* _Task description_
Please print every record below exactly as it appears.
_ _ _ _ _ _ _
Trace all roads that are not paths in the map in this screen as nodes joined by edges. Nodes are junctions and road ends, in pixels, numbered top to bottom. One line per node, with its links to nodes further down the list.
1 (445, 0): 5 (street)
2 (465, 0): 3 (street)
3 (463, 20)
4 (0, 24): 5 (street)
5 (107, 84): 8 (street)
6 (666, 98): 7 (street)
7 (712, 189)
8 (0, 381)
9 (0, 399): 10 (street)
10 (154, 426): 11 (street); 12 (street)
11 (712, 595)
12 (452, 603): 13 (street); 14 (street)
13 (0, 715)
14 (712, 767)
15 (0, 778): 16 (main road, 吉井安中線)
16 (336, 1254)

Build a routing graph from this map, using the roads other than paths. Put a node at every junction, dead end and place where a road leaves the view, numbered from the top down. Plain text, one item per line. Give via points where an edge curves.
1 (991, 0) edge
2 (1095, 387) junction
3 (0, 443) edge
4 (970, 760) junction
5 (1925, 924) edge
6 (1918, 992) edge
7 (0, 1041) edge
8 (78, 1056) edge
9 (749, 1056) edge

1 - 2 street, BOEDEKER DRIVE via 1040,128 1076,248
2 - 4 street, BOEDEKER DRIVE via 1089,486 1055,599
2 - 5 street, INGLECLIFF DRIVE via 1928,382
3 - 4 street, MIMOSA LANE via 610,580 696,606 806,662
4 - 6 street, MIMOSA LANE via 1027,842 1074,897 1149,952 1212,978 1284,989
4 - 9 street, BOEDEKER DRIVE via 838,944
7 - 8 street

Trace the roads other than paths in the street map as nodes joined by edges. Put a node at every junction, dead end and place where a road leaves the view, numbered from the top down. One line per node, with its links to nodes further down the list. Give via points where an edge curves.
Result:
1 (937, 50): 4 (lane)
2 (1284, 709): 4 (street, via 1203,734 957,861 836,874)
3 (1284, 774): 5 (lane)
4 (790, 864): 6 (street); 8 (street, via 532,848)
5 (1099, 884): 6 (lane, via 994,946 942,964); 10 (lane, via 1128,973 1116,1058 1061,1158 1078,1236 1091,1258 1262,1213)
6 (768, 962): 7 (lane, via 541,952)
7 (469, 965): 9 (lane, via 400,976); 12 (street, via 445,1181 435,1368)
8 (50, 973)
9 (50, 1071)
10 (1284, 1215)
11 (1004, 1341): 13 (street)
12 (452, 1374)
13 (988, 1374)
_ _ _ _ _ _ _
* _Exercise response_
Trace all roads that are not paths in the map in this screen as nodes joined by edges. Nodes are junctions and road ends, in pixels, numbered top to bottom. One line per node, with its links to nodes further down the list.
1 (445, 0): 5 (street)
2 (465, 0): 3 (street)
3 (463, 20)
4 (0, 24): 5 (street)
5 (107, 84): 8 (street)
6 (666, 98): 7 (street)
7 (712, 189)
8 (0, 381)
9 (0, 399): 10 (street)
10 (154, 426): 11 (street); 12 (street)
11 (712, 595)
12 (452, 603): 13 (street); 14 (street)
13 (0, 715)
14 (712, 767)
15 (0, 778): 16 (main road, 吉井安中線)
16 (336, 1254)

Build a routing graph from this map, using the roads other than paths. Put a node at every junction, dead end and place where a road leaves the view, numbered from the top down. Plain text, one item per line. Give via points where an edge curves.
1 (991, 0) edge
2 (1095, 387) junction
3 (0, 443) edge
4 (970, 760) junction
5 (1925, 924) edge
6 (1918, 992) edge
7 (0, 1041) edge
8 (78, 1056) edge
9 (749, 1056) edge

1 - 2 street, BOEDEKER DRIVE via 1040,128 1076,248
2 - 4 street, BOEDEKER DRIVE via 1089,486 1055,599
2 - 5 street, INGLECLIFF DRIVE via 1928,382
3 - 4 street, MIMOSA LANE via 610,580 696,606 806,662
4 - 6 street, MIMOSA LANE via 1027,842 1074,897 1149,952 1212,978 1284,989
4 - 9 street, BOEDEKER DRIVE via 838,944
7 - 8 street

Trace the roads other than paths in the street map as nodes joined by edges. Put a node at every junction, dead end and place where a road leaves the view, numbered from the top down. One line per node, with its links to nodes further down the list. Give via points where an edge curves.
Result:
1 (937, 50): 4 (lane)
2 (1284, 709): 4 (street, via 1203,734 957,861 836,874)
3 (1284, 774): 5 (lane)
4 (790, 864): 6 (street); 8 (street, via 532,848)
5 (1099, 884): 6 (lane, via 994,946 942,964); 10 (lane, via 1128,973 1116,1058 1061,1158 1078,1236 1091,1258 1262,1213)
6 (768, 962): 7 (lane, via 541,952)
7 (469, 965): 9 (lane, via 400,976); 12 (street, via 445,1181 435,1368)
8 (50, 973)
9 (50, 1071)
10 (1284, 1215)
11 (1004, 1341): 13 (street)
12 (452, 1374)
13 (988, 1374)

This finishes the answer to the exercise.